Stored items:
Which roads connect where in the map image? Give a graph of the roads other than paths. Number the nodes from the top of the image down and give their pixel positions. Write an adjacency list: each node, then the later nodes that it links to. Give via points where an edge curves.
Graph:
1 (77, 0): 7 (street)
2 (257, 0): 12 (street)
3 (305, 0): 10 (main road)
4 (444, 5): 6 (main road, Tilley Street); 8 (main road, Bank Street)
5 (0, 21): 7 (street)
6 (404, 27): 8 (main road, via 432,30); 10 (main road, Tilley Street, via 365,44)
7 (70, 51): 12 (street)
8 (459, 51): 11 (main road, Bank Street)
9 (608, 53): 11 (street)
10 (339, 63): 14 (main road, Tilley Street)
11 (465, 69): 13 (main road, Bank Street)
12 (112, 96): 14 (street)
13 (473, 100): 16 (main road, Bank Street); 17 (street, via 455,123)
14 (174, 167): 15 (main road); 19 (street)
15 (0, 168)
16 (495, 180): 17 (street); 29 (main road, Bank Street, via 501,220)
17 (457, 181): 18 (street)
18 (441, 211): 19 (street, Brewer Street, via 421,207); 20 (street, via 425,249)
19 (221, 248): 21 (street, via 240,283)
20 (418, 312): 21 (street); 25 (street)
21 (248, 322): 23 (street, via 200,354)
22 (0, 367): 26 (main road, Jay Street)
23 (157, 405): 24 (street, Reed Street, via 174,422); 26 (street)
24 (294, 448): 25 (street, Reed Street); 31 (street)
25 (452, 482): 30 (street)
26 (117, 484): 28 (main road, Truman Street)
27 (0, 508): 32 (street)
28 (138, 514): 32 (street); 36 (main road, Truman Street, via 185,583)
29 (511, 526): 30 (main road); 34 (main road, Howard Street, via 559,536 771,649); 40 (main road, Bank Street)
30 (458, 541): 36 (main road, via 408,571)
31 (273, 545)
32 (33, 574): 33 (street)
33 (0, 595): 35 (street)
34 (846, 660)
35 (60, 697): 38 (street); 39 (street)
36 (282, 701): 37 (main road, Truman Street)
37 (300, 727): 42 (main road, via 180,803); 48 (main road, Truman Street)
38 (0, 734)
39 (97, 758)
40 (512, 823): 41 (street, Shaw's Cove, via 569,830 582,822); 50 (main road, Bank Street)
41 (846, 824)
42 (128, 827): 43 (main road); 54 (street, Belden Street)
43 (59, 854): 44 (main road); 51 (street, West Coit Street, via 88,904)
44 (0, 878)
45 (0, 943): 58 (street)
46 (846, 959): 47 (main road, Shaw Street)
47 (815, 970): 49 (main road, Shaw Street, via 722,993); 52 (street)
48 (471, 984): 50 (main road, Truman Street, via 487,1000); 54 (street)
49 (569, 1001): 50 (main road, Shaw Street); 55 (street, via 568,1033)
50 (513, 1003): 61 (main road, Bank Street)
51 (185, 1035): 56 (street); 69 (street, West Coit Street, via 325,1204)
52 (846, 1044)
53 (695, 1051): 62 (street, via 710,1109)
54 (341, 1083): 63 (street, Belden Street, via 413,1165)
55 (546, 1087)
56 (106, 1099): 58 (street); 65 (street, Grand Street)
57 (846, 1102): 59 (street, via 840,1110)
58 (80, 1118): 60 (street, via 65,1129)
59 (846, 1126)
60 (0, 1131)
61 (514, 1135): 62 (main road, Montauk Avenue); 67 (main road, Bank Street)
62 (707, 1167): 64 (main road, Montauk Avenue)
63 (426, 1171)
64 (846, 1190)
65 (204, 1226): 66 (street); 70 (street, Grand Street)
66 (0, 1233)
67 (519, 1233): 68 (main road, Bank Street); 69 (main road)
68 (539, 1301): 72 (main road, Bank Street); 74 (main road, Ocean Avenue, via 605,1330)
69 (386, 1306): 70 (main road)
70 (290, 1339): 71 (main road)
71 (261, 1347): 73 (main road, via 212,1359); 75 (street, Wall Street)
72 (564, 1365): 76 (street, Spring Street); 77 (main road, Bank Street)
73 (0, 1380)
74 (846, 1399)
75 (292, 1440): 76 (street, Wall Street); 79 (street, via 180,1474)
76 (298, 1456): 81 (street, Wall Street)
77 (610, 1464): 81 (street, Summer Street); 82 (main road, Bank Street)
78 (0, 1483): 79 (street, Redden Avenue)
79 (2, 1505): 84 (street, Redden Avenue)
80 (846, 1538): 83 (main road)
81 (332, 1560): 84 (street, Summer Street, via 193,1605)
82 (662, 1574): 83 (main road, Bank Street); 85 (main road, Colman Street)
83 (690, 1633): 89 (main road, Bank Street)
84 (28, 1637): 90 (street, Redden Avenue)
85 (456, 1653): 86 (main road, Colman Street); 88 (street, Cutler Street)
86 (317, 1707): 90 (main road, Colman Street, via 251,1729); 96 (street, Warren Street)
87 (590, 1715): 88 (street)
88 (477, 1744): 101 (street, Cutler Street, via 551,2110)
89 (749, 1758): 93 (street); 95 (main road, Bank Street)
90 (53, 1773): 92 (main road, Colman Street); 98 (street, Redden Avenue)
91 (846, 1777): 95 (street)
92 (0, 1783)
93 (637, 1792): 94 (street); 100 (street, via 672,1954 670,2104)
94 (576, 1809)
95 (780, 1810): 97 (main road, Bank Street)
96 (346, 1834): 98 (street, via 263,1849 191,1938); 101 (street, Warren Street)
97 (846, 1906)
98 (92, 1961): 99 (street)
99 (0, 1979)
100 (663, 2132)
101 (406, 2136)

• WORK TASK:
In the records above, find the lines containing "Belden" and copy them.

• ANSWER:
42 (128, 827): 43 (main road); 54 (street, Belden Street)
54 (341, 1083): 63 (street, Belden Street, via 413,1165)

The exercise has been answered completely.